_TASK INPUTS_

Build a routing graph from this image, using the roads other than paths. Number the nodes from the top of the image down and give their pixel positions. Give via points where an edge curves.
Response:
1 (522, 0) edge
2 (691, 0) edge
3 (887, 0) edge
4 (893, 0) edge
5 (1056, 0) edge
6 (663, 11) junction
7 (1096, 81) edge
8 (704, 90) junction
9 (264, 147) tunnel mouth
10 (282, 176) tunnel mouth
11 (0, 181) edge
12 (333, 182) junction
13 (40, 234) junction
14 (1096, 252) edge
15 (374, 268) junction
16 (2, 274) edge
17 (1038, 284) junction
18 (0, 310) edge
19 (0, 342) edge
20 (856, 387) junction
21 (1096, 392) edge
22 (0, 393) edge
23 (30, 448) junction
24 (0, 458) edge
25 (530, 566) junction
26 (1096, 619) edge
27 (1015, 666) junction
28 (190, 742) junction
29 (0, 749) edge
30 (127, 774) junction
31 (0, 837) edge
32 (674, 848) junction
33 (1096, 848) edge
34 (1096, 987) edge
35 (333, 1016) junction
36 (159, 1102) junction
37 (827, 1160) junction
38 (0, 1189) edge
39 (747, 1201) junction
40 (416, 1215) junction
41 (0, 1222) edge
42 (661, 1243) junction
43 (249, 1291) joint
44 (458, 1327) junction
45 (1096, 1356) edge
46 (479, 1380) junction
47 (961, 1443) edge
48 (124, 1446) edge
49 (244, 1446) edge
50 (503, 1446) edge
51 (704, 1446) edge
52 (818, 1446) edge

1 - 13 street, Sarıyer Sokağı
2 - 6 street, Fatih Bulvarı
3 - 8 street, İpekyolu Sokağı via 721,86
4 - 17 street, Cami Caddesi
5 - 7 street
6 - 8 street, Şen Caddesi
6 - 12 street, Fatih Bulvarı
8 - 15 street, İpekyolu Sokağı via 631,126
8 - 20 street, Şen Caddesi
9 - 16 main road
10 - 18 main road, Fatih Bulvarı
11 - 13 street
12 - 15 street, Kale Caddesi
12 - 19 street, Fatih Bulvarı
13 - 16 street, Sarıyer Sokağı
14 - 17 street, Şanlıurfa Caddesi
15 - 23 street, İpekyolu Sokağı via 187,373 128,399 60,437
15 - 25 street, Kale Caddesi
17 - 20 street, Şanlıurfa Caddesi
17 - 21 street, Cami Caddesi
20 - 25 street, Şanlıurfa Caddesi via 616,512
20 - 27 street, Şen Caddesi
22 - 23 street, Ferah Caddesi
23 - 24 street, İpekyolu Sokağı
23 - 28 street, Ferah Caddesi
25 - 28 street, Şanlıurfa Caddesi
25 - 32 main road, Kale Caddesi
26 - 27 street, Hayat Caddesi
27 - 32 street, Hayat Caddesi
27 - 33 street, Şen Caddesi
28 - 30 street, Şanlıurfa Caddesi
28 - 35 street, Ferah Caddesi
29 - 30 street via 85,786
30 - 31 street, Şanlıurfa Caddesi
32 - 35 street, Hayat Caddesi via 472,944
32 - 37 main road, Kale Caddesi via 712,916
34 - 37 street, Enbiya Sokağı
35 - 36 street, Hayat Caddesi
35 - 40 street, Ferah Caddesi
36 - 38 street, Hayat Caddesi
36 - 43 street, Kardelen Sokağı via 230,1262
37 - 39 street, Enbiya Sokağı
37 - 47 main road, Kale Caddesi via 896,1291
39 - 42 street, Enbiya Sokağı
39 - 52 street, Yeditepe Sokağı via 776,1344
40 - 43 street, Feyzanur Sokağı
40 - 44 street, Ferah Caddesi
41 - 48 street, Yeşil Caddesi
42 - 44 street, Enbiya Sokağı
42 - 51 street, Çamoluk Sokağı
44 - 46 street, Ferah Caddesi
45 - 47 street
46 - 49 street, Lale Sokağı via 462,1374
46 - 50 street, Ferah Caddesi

_WORK INSTRUCTION_
Report every line of the material above in which "Enbiya" appears.

_FINAL ANSWER_
34 - 37 street, Enbiya Sokağı
37 - 39 street, Enbiya Sokağı
39 - 42 street, Enbiya Sokağı
42 - 44 street, Enbiya Sokağı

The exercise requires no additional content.